Python for the .NET developer Transcripts
Lecture: Concept: Testing without dependencies
0:00 While our simple test was nice
0:02 in real applications it's usually not sufficient.
0:06 If you're testing just basic code it's fine
0:09 but we're actually testing things
0:10 that work with databases and logs
0:12 and there's a lot of stuff, a lot of dependencies at work
0:15 deep, down below that we can't even directly work with.
0:19 But don't fear, pytest and Python
0:22 have plenty to offer to solve this problem.
0:24 We have two things that we need
0:26 we need to have some test data.
0:28 If we're not going to get it from the database
0:29 where are we going to get it?
0:30 So we created a test fixture
0:32 to pass in this test guitar data
0:35 and we want to mock out, temporarily redefine
0:38 what certain functions mean and what they do
0:41 so that we can actually call them
0:43 but they don't call the dependencies.
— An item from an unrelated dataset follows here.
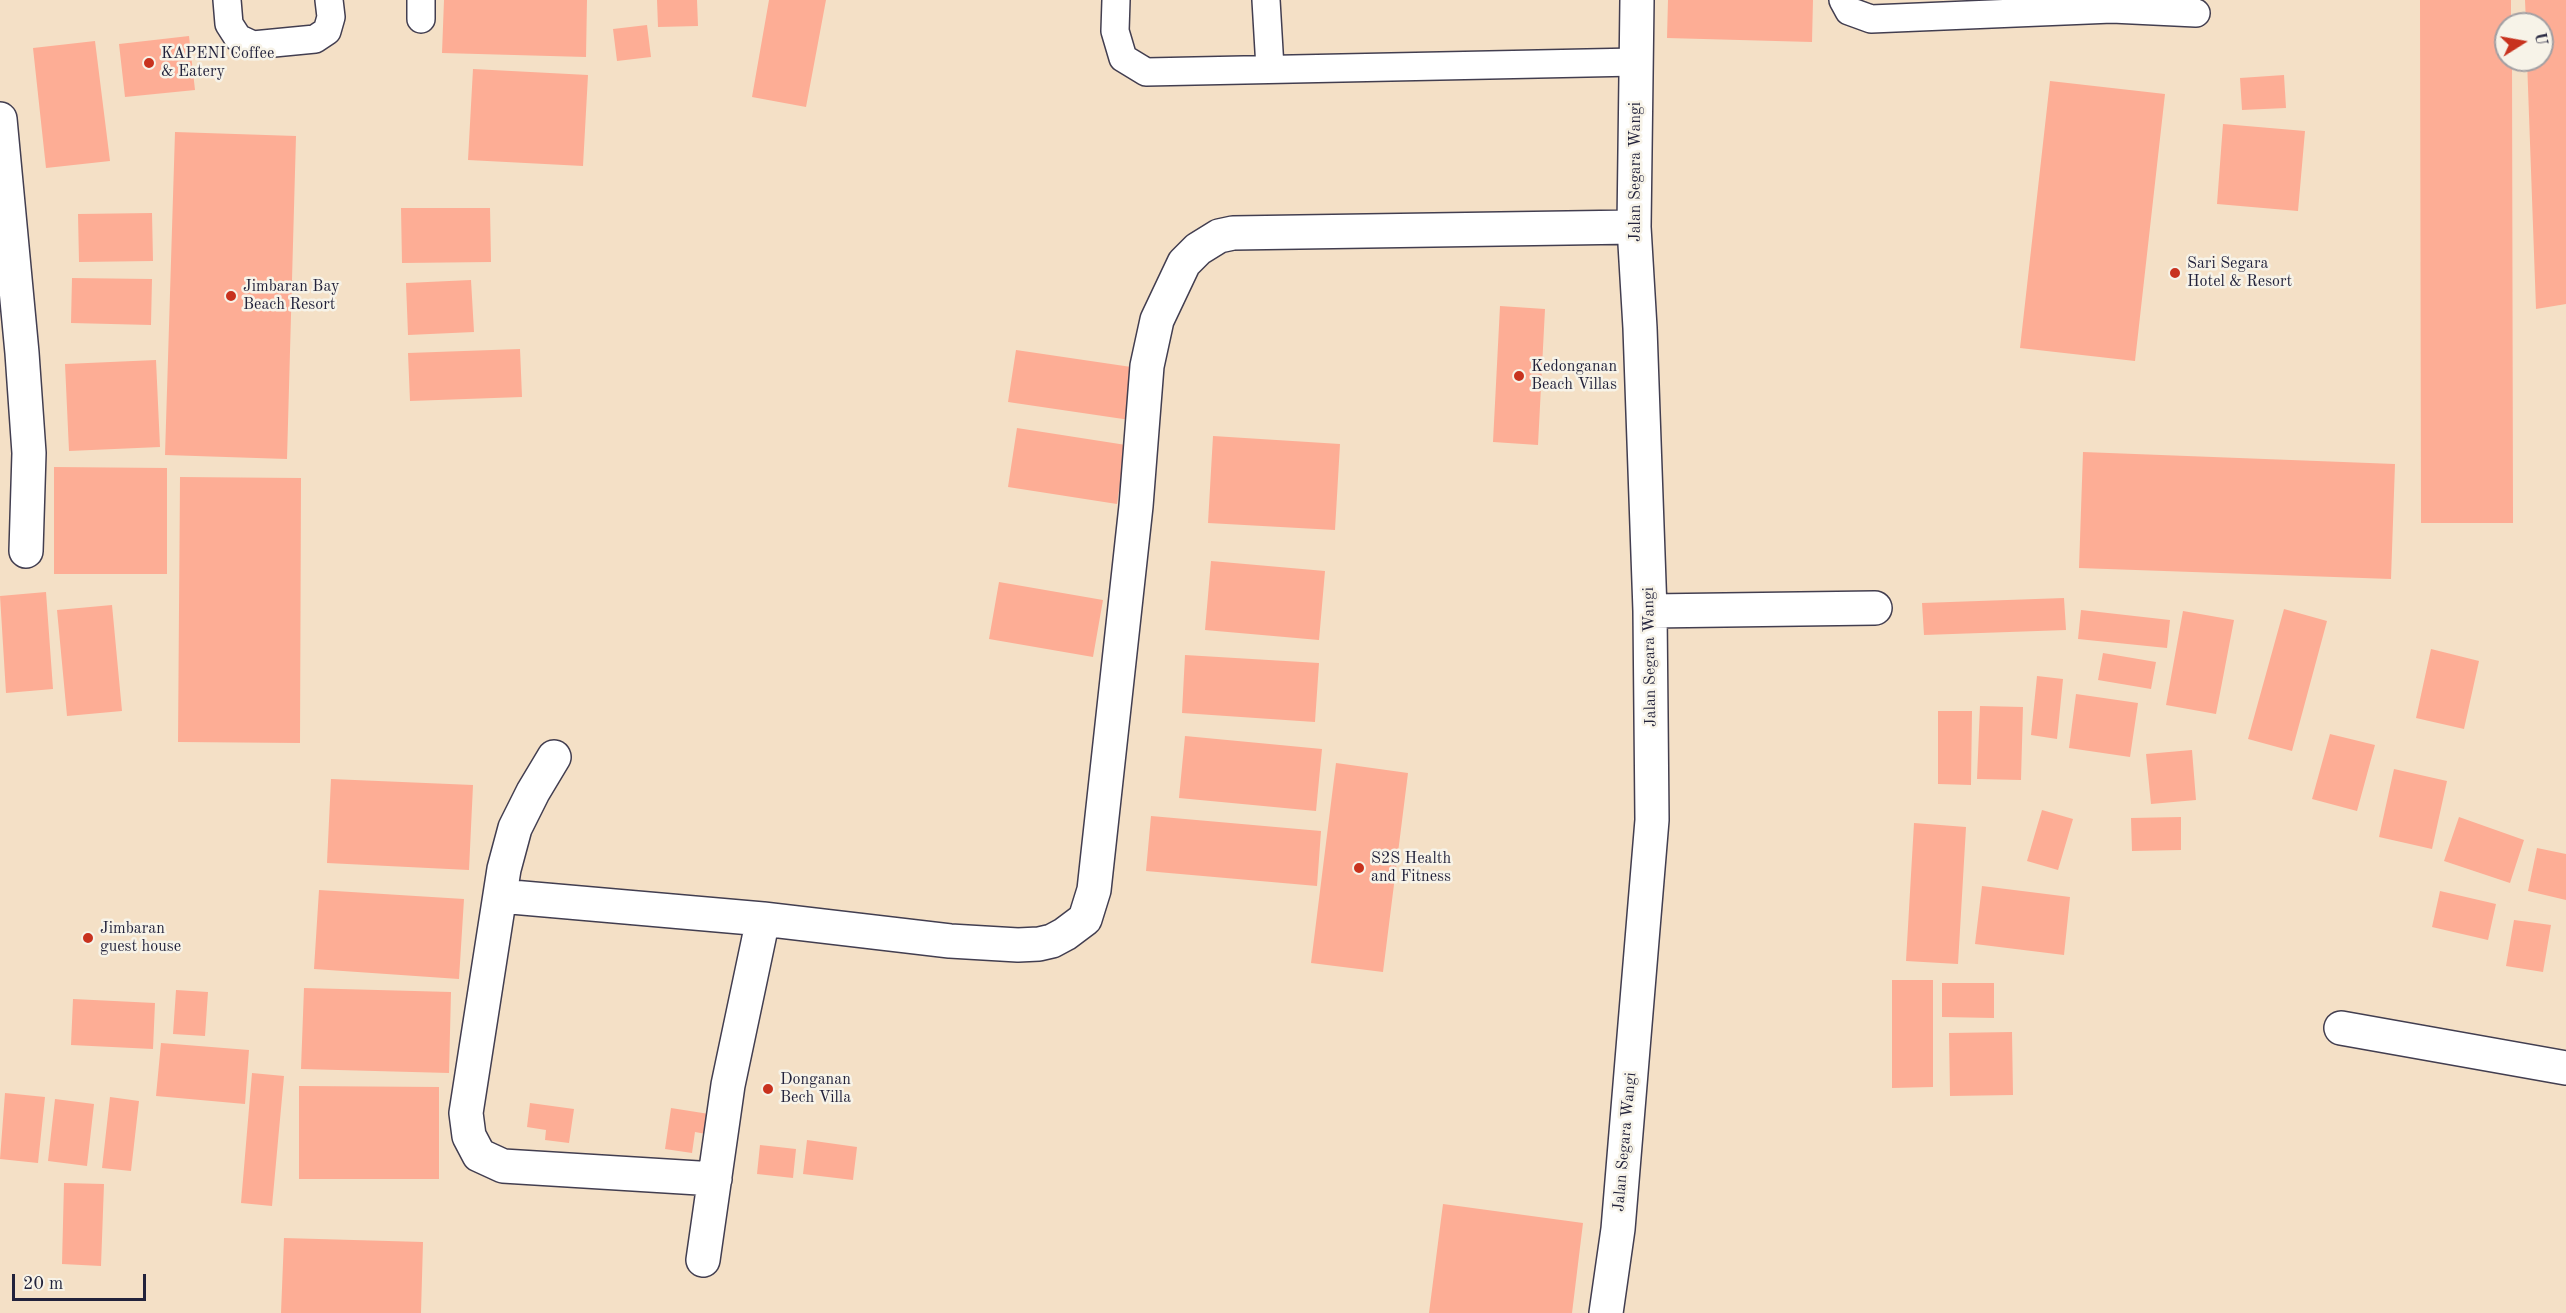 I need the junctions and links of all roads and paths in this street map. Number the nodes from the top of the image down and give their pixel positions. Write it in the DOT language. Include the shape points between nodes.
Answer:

0:45 They go get redirected to something here
0:47 like for our get guitars from DB
0:50 where we're returnin' our test data.
0:52 So what we do is we pass mocker, as an argument
0:55 and we have to have pytest_mock installed
0:58 for this to work, of course.
1:00 Once we do that, we can then call mocker.patch
1:03 give it the functions that we need it to work with
1:06 we can just say log, we don't care about what you do
1:08 just don't crash, just let people call you
1:10 and then for the get guitars from DB
1:13 that has a return value we got to work with
1:15 so we pass our guitar data over to the mocker like that.
1:19 And then, from thereon, we just proceed as normal
1:22 basically continue with the test
1:24 as we had tried to write it in the first place
1:26 but now, get guitars from DB and log
1:28 no longer are working with our dependencies
1:31 they're just working with our mock data, our test data.
1:34 Super simple, right? One thing that's worth noting
1:37 that is not visible or apparent here
1:39 is there's no dependency injection
1:41 there's no IoC container
1:44 there's not even an open/closed principle at work.
1:47 That's because in Python it's more common
1:49 to patch out methods like this.
1:50 Rarely do it in production, but for testing
1:53 it's considered kind of the way to go.
1:56 And also, it is much harder
1:57 because /lib is not a class with a constructor;
2:00 /lib is simply a module, and it has functions, all right?
2:03 So it's a little bit harder
2:05 to create these natural seams like you do in C#.
2:07 We'll just pass stuff to the constructor
2:10 although we could totally do it here
2:11 it's just not that common
2:12 so this patch style is more likely what you'll see.